• **INSTRUCTIONS FOR THE TASK**:
Count how many lines in the data below include "other". Answer with the number only.

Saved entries
______

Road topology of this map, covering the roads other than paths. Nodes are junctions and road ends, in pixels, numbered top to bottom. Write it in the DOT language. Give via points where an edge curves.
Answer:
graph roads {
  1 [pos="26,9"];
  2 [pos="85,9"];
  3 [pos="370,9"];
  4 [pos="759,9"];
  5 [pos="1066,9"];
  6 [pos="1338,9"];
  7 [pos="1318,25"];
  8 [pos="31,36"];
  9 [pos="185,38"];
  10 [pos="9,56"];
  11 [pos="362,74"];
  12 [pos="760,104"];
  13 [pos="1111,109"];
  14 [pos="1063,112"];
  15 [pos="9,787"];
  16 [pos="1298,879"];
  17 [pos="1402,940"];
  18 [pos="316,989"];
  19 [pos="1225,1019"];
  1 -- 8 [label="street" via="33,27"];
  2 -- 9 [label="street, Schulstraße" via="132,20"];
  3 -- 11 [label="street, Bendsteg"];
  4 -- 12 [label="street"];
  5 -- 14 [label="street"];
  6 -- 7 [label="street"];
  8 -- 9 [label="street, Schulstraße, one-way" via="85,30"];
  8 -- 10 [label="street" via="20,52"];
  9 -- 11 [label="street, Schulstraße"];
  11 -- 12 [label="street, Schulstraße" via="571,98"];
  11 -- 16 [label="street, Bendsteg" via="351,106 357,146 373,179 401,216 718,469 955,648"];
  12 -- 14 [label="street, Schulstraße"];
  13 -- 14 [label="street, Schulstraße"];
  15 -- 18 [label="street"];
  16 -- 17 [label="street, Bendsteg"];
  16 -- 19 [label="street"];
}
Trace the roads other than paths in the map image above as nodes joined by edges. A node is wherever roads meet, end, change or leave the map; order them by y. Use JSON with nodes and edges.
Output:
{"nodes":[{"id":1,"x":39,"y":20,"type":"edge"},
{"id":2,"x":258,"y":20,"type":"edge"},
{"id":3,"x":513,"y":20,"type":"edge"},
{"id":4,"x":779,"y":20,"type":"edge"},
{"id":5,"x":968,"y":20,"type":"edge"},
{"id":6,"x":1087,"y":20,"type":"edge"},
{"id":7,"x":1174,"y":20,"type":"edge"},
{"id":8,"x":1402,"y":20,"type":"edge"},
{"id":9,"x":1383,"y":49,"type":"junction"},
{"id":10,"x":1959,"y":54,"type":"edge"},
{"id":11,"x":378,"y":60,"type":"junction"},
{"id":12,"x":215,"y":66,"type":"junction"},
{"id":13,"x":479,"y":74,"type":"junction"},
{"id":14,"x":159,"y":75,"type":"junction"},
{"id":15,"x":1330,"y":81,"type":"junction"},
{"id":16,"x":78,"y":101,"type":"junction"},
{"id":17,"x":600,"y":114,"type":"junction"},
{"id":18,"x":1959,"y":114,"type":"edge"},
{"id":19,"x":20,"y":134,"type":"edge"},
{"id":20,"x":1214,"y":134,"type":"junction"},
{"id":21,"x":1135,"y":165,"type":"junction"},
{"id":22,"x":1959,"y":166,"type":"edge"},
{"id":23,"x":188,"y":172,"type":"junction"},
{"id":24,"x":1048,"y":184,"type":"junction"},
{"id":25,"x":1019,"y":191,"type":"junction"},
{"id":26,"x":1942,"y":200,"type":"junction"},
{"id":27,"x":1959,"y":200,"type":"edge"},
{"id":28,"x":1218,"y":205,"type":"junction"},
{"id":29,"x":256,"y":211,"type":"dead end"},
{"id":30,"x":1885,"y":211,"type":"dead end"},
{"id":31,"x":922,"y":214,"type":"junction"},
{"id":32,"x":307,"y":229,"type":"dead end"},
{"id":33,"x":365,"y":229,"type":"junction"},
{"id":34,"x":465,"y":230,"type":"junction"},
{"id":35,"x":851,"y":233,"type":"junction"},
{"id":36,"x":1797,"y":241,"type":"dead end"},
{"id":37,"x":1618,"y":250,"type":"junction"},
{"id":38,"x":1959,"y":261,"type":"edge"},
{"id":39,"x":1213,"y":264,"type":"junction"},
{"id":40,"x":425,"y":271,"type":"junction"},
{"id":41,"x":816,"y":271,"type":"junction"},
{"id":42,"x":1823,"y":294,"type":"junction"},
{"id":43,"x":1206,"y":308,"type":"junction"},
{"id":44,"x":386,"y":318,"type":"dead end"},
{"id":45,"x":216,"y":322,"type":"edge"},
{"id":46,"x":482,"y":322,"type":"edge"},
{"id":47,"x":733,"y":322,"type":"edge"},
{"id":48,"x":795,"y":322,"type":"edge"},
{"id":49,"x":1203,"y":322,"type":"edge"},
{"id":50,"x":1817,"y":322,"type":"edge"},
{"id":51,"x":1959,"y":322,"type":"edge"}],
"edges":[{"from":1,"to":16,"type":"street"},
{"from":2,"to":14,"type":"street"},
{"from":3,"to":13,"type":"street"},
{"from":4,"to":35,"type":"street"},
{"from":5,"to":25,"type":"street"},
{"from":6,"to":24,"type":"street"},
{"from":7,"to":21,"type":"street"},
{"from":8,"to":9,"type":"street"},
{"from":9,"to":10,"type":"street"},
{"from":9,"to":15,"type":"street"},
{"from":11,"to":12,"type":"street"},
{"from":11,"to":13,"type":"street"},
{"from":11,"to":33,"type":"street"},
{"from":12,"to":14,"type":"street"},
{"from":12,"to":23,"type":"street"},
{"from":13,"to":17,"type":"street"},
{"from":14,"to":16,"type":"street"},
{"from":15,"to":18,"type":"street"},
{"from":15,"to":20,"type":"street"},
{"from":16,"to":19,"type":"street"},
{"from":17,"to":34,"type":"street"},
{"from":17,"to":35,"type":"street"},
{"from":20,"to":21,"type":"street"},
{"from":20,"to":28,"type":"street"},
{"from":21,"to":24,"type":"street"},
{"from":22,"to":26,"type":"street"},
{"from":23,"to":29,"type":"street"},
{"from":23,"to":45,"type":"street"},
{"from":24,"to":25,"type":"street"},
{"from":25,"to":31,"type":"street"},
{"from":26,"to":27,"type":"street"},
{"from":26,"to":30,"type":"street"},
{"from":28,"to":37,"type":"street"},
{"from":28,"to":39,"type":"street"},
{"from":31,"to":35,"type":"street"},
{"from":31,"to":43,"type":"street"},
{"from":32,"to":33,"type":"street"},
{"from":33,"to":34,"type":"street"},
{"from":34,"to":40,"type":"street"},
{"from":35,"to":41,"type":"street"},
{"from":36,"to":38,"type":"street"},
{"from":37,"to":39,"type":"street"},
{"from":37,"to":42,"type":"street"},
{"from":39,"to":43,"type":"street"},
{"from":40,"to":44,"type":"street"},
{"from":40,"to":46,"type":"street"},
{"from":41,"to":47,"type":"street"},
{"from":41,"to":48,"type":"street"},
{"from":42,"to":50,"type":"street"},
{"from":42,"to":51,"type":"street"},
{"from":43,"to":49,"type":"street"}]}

______

• **RESPONSE AREA**:
2